We’ve already seen real-life examples of how this kind of tracking can negatively impact people’s lives. Earlier this year, an anti-abortion campaign started using people’s geotags—the data showing their cellphone location—to send them anti-abortion ads if they were in or near an abortion clinic.
Beyond the shock of seeing such ads in a vulnerable moment, Quintin noted, a political action group could conceivably create ads that spread malware to people’s phones when the ad is clicked.
The effects could be drastic, depending on who’s using these tools.
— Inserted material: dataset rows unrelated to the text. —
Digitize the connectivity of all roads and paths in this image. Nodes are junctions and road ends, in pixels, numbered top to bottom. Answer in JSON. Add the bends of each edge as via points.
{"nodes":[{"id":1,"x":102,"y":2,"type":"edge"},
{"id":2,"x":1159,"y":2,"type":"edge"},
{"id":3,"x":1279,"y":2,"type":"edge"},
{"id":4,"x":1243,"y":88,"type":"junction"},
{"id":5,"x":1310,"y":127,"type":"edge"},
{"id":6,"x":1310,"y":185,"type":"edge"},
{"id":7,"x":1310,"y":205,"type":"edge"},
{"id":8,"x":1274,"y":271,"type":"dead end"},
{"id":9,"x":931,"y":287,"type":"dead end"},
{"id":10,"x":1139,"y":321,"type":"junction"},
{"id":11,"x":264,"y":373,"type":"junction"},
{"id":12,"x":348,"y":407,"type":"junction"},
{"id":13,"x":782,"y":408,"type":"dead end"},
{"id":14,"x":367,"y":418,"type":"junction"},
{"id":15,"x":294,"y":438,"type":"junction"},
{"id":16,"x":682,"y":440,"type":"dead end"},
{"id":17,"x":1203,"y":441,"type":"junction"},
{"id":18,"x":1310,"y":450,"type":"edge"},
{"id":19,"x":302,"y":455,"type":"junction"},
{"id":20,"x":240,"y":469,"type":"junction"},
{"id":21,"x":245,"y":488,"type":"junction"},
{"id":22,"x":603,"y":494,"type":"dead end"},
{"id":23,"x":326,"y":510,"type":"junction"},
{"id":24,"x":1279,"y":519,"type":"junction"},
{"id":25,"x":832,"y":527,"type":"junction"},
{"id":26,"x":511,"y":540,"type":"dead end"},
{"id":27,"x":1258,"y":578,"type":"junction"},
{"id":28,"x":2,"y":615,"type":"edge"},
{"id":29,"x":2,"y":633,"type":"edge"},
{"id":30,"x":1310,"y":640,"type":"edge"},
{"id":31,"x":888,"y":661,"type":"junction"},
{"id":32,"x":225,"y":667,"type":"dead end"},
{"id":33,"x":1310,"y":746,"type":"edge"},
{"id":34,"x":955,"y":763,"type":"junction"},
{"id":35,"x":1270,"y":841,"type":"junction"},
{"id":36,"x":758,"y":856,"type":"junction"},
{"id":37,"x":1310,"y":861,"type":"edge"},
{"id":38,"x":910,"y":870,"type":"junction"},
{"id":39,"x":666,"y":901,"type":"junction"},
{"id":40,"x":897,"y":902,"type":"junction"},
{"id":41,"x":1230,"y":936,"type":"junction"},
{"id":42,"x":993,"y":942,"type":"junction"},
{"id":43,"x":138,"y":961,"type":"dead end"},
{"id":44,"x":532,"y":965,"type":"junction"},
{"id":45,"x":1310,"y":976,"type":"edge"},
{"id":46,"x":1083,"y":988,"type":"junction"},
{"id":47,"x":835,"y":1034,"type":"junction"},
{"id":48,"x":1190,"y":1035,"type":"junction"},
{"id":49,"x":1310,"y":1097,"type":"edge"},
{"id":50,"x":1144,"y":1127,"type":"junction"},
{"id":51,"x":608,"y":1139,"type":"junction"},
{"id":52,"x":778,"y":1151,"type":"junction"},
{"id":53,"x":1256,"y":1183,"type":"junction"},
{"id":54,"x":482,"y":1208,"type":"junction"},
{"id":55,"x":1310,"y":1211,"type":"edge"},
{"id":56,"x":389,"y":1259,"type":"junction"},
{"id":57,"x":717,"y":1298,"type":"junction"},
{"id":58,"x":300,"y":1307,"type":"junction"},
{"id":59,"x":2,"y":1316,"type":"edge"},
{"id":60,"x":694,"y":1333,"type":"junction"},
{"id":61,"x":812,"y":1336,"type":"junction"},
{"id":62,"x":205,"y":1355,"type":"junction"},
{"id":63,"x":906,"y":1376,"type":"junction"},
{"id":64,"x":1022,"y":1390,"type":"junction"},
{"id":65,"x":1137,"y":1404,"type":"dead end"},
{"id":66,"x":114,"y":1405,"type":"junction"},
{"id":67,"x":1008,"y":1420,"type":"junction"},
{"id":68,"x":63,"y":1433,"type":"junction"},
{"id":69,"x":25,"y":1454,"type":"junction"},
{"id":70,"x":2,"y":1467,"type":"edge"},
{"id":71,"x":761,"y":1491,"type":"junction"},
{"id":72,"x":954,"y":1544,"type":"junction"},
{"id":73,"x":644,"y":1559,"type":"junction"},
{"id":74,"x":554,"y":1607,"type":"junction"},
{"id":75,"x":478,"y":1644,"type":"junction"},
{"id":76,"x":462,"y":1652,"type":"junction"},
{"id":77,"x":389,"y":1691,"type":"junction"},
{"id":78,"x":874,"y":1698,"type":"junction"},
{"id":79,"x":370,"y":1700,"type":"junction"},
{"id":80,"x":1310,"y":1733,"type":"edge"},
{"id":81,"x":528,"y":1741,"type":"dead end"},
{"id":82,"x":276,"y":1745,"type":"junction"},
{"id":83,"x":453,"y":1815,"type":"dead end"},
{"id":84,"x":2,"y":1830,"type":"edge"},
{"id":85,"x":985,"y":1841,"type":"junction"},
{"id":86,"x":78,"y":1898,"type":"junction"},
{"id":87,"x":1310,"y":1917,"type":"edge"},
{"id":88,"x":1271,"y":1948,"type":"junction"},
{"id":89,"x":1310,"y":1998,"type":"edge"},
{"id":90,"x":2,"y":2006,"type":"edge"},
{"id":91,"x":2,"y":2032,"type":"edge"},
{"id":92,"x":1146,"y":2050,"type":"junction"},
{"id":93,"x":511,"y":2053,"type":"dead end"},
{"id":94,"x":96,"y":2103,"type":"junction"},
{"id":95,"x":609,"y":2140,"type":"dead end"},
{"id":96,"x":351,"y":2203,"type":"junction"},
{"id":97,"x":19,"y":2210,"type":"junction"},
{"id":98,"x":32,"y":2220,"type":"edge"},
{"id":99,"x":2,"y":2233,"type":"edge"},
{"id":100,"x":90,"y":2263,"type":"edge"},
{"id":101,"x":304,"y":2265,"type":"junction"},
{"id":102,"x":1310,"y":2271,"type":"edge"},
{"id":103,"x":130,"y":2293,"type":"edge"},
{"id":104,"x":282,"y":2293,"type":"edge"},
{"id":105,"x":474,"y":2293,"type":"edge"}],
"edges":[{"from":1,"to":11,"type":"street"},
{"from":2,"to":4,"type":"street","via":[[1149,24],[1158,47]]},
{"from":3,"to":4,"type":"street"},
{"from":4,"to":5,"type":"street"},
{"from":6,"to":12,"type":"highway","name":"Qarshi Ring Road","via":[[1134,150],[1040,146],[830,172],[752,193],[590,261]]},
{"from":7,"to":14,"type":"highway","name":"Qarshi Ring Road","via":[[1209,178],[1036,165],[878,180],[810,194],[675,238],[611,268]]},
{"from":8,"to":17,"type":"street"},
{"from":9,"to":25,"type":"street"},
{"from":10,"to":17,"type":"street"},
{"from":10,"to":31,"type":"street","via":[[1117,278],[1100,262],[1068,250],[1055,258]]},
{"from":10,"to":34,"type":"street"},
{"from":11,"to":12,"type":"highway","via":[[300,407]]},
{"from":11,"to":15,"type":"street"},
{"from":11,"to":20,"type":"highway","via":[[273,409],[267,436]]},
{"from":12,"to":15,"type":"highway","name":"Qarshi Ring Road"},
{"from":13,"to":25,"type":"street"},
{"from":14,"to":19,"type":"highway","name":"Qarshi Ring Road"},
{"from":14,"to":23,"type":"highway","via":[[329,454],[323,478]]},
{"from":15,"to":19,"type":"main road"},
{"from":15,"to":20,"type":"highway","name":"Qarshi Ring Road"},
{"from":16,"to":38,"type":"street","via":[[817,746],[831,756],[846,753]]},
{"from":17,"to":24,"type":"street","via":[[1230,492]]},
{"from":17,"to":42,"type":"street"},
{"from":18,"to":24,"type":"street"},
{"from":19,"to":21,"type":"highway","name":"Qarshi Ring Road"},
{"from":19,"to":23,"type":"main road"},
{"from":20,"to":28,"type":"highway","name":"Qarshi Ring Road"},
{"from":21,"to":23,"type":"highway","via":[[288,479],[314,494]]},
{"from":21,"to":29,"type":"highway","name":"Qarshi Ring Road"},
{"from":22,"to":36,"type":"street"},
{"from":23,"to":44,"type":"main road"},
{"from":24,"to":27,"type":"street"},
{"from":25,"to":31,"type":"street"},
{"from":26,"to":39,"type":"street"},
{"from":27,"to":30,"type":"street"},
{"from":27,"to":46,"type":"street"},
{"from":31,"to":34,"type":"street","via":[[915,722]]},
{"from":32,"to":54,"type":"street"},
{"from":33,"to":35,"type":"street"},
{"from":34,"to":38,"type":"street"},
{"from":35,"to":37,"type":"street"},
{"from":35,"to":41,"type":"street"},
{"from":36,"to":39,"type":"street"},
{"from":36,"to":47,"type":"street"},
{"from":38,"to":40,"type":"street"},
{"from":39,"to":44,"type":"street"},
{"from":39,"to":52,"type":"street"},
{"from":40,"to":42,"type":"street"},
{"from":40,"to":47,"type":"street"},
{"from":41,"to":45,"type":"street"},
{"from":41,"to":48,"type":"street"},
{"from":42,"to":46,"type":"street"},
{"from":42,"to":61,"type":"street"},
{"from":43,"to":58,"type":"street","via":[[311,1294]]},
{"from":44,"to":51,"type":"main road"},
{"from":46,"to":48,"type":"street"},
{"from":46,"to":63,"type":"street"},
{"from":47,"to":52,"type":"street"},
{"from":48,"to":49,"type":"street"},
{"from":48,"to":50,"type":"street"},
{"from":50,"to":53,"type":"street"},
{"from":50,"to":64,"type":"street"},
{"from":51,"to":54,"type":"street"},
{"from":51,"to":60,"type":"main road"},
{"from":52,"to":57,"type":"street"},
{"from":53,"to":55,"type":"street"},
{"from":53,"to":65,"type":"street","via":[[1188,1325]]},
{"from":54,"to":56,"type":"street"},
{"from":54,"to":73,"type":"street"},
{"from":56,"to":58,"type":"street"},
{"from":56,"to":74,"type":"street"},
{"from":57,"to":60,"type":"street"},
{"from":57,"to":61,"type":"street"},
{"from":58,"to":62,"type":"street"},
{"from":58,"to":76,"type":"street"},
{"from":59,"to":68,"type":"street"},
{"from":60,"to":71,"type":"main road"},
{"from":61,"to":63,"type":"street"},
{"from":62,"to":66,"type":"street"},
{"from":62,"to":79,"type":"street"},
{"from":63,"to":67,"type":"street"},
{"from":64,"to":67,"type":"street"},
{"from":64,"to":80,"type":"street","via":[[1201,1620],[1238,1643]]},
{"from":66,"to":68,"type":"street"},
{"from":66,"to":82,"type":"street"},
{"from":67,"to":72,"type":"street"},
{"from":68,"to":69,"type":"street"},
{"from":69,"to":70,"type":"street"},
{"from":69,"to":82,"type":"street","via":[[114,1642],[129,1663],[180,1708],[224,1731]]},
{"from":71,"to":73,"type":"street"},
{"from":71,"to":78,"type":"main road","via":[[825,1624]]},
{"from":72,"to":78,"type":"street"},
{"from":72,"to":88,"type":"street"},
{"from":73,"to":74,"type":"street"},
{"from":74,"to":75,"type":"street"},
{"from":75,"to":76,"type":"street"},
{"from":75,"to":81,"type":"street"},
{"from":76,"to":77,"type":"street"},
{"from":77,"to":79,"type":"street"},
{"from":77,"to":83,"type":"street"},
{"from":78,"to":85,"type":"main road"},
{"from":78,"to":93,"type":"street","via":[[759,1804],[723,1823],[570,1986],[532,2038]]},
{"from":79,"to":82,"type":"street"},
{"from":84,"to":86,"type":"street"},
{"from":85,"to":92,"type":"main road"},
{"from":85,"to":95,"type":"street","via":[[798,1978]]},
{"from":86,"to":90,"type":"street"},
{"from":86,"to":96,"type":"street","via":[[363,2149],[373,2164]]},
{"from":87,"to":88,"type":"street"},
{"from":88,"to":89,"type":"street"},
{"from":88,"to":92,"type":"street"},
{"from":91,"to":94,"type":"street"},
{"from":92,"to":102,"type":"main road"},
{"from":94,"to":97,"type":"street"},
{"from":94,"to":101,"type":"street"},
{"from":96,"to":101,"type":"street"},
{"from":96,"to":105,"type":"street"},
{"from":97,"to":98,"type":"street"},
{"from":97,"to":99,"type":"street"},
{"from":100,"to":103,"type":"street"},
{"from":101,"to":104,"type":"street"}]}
And Quintin pointed out that political organizations and ad agencies might not be the only ones using them.
“The thing that we saw from some of the leaked documents from Edward Snowden is that the [National Security Agency] and presumably other government agencies, not just in the U.S. but all over the world, love to piggyback on these third-party tracking cookies for their own purposes of tracking people online,” he said. “Not only are these helping companies track you around, they can also be helping governments track you around the internet.”
As Hays emphasized, the ability for companies to create customized advertising that improves your chances of getting what you want can be a fantastic thing, but there are serious risks associated. “They say your greatest strength is always you’re biggest weakness, and that’s really true,” she said.
Knowing where to get something you want at the moment may be nice, but what you give up for that convenience could be a high price to pay.